### EXERCISE PROMPT:
Lines of the data that contain the word "Paseo" are the ones to copy.

### DATA FOR THIS TASK:
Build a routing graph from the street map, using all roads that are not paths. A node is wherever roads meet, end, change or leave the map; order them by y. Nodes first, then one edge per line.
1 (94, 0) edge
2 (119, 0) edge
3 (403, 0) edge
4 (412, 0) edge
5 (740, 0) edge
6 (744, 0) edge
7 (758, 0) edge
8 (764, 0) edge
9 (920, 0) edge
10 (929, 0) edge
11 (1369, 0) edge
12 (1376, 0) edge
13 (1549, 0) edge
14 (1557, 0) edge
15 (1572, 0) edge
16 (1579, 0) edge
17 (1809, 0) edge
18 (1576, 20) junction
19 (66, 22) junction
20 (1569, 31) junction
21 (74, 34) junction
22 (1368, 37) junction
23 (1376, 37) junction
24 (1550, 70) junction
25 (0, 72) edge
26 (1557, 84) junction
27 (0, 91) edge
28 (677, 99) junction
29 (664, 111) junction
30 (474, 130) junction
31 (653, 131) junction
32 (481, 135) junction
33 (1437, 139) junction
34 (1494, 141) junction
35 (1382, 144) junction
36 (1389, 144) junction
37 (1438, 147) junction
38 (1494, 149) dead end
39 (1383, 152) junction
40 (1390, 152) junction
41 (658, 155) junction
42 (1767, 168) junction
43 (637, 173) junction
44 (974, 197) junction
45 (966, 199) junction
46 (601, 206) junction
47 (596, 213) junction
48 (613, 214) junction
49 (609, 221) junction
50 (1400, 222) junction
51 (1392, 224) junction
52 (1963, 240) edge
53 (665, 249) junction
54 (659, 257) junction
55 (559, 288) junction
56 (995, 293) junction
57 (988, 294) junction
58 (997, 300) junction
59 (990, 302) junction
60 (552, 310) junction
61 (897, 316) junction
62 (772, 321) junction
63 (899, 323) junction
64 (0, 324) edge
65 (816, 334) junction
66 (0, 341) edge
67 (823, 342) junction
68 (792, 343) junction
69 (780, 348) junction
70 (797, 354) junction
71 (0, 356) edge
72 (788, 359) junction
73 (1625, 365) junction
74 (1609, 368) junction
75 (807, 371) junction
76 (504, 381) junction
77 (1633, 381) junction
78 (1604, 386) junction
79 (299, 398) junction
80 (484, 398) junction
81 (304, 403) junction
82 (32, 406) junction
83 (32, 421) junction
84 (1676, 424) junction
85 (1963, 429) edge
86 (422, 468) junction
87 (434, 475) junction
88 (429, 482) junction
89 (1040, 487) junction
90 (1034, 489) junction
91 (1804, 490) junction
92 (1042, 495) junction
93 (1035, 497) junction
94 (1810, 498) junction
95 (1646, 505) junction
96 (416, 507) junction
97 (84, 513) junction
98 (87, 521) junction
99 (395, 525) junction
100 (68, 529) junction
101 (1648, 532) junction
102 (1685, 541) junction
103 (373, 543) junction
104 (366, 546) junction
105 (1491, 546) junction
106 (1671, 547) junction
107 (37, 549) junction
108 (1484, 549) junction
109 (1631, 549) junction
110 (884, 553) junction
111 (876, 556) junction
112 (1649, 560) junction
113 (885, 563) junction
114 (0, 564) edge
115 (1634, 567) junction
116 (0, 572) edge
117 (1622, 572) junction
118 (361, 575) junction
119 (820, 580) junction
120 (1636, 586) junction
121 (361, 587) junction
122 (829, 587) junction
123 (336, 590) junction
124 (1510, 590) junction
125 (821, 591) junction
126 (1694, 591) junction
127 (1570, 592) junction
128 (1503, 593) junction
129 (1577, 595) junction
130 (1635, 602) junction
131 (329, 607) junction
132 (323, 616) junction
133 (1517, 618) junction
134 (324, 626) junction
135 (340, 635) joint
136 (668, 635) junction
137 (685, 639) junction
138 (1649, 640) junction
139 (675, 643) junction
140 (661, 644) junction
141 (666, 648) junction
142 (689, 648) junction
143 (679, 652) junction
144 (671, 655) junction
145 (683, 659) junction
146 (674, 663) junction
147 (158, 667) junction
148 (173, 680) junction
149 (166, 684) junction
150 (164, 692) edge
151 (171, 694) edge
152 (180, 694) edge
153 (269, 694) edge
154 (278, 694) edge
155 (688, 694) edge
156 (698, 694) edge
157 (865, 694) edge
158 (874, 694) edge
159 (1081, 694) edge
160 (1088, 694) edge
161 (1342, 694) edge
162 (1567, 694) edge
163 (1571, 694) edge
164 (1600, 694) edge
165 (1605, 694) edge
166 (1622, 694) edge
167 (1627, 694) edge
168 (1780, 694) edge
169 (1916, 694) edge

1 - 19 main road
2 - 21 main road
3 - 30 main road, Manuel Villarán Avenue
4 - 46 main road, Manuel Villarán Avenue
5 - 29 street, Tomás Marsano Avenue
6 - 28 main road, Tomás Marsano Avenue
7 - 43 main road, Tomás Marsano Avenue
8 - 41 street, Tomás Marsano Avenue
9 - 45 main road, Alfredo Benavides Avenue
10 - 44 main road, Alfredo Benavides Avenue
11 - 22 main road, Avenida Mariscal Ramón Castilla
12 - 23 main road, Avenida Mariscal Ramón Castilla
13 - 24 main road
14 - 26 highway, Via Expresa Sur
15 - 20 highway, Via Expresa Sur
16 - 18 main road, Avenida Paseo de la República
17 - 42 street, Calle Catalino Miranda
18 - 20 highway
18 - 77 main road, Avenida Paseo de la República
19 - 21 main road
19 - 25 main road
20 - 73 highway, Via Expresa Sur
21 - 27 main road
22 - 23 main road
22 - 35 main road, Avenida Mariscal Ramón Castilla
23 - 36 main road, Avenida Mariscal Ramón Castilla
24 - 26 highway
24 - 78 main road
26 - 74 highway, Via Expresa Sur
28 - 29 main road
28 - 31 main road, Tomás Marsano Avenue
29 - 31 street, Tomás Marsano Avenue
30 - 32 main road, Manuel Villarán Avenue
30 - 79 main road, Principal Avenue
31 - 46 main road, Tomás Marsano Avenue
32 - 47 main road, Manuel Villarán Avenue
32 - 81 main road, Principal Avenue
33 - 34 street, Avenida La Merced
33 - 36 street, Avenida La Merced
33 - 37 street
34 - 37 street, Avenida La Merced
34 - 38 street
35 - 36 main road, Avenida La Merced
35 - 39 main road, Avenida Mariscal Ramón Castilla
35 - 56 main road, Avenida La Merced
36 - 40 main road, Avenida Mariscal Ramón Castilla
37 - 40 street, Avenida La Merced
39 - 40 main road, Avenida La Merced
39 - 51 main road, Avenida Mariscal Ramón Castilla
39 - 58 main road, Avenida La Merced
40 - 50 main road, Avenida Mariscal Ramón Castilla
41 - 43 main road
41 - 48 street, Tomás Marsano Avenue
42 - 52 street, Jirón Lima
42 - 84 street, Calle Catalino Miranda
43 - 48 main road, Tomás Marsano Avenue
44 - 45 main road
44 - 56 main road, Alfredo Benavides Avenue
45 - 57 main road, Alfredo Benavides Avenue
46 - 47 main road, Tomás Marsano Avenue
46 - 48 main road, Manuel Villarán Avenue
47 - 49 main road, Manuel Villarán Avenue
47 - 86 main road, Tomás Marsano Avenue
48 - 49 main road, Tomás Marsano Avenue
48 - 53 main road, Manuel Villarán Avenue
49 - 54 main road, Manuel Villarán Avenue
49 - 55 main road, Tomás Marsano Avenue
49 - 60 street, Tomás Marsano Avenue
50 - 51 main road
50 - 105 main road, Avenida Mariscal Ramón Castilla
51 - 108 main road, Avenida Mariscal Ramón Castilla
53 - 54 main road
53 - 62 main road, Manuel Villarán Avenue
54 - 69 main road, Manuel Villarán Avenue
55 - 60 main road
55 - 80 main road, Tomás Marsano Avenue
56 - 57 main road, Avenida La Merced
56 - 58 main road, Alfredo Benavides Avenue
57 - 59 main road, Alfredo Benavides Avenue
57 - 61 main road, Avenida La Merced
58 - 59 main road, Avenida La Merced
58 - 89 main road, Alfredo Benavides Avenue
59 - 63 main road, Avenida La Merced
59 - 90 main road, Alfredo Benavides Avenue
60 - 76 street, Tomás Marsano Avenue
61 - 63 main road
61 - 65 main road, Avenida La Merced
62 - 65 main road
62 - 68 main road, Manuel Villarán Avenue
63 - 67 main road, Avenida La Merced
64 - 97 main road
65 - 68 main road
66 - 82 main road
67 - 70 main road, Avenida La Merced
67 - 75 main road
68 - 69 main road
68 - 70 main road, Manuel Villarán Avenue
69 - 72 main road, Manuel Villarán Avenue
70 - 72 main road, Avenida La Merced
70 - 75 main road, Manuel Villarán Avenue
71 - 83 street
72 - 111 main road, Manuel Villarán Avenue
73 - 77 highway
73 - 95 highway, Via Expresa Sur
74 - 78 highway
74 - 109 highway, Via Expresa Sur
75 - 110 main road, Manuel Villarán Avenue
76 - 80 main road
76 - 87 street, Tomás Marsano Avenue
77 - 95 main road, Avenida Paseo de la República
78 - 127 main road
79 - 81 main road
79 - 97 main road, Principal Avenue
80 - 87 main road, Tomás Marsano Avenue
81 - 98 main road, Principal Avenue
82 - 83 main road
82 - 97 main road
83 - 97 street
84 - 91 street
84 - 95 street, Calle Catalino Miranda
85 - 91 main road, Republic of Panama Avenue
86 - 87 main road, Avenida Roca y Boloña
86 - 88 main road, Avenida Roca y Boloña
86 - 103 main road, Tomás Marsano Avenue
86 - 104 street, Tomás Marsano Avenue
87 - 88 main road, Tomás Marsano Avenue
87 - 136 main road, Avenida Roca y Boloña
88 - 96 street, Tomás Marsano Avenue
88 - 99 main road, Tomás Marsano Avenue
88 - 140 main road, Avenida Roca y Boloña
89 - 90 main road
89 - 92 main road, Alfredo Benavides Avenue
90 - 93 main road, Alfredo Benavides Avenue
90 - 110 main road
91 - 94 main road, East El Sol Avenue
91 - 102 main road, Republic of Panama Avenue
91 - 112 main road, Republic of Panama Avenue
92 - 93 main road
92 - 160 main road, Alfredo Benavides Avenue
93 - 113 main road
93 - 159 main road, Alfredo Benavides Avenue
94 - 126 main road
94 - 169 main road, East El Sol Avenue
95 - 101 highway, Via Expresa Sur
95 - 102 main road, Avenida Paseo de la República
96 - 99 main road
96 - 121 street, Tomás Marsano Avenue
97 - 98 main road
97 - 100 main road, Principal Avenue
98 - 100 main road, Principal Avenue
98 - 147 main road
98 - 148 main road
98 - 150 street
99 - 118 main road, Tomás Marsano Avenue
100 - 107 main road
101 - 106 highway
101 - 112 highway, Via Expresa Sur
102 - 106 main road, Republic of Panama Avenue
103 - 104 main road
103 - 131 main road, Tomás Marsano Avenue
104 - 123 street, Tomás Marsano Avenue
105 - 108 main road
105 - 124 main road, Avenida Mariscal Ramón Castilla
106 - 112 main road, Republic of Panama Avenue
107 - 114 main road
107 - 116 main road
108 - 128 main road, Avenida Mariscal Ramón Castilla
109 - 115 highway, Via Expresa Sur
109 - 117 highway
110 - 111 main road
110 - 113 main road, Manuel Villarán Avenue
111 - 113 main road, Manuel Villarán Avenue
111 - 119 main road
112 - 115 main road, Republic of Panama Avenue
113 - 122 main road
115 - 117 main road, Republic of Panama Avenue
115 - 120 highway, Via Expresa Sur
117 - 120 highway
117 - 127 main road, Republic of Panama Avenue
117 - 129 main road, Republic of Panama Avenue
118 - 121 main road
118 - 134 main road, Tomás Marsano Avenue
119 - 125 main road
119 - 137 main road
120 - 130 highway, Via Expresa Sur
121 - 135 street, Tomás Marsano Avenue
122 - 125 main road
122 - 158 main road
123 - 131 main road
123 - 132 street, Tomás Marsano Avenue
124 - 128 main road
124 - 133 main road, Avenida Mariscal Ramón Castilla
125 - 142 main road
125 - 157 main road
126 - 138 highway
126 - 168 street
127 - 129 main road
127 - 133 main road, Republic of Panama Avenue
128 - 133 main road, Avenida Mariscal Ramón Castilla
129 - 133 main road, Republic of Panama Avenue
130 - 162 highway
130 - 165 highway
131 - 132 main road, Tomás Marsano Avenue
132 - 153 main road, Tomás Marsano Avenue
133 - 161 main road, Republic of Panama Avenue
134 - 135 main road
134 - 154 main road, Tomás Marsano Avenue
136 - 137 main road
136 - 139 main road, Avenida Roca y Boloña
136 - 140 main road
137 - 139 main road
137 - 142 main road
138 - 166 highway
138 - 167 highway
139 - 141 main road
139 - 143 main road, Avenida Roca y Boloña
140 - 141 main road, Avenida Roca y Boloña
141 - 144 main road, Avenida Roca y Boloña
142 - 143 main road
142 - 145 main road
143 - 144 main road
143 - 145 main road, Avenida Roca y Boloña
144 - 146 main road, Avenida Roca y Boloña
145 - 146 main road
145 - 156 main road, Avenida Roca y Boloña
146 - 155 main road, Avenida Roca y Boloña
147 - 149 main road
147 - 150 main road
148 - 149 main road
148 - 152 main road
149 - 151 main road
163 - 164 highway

### PROBLEM SOLUTION:
16 - 18 main road, Avenida Paseo de la República
18 - 77 main road, Avenida Paseo de la República
77 - 95 main road, Avenida Paseo de la República
95 - 102 main road, Avenida Paseo de la República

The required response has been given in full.